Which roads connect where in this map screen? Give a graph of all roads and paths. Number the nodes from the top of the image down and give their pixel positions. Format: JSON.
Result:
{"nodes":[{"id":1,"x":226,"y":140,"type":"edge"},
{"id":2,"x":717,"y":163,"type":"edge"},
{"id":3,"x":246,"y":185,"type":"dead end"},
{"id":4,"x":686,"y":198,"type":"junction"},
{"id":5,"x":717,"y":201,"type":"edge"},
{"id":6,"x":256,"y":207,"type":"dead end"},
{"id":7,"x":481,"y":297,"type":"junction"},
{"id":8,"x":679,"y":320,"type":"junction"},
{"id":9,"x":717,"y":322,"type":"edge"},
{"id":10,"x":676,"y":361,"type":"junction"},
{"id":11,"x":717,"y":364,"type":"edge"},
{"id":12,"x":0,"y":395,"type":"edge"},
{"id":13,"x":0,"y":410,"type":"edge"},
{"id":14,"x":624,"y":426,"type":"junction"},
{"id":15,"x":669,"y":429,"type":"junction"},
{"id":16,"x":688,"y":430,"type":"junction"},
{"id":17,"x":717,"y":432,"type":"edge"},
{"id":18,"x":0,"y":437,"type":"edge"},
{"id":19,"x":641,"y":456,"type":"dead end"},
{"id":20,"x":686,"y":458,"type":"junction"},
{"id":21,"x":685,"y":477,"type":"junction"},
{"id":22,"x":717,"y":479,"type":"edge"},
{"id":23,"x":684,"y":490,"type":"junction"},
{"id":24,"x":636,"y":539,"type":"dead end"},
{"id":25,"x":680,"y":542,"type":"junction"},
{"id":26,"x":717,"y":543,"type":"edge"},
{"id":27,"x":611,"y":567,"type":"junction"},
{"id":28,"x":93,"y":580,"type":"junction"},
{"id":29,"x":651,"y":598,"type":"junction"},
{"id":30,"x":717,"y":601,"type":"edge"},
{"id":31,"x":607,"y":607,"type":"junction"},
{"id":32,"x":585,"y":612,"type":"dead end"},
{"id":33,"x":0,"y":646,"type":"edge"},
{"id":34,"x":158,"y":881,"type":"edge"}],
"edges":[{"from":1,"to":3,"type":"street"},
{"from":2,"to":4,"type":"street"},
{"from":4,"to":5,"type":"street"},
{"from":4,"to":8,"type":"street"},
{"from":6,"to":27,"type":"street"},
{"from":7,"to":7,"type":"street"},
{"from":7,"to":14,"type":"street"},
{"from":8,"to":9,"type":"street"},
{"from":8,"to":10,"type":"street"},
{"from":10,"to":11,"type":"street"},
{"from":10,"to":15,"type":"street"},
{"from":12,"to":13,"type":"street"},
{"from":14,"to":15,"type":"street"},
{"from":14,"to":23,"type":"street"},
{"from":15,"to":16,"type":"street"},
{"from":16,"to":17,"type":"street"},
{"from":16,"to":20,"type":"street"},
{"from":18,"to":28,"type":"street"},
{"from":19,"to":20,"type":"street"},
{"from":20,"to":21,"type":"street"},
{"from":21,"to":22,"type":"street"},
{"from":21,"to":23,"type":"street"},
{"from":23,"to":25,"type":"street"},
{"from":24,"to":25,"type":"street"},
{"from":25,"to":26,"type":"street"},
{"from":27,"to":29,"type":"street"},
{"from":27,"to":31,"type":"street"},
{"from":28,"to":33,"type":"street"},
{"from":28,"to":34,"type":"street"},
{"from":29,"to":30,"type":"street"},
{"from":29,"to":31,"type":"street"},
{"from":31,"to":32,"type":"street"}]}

|---|

Task details: Your job is to return all lines above that hold the word "nodes".

Answer box:
Which roads connect where in this map screen? Give a graph of all roads and paths. Number the nodes from the top of the image down and give their pixel positions. Format: JSON.
{"nodes":[{"id":1,"x":226,"y":140,"type":"edge"},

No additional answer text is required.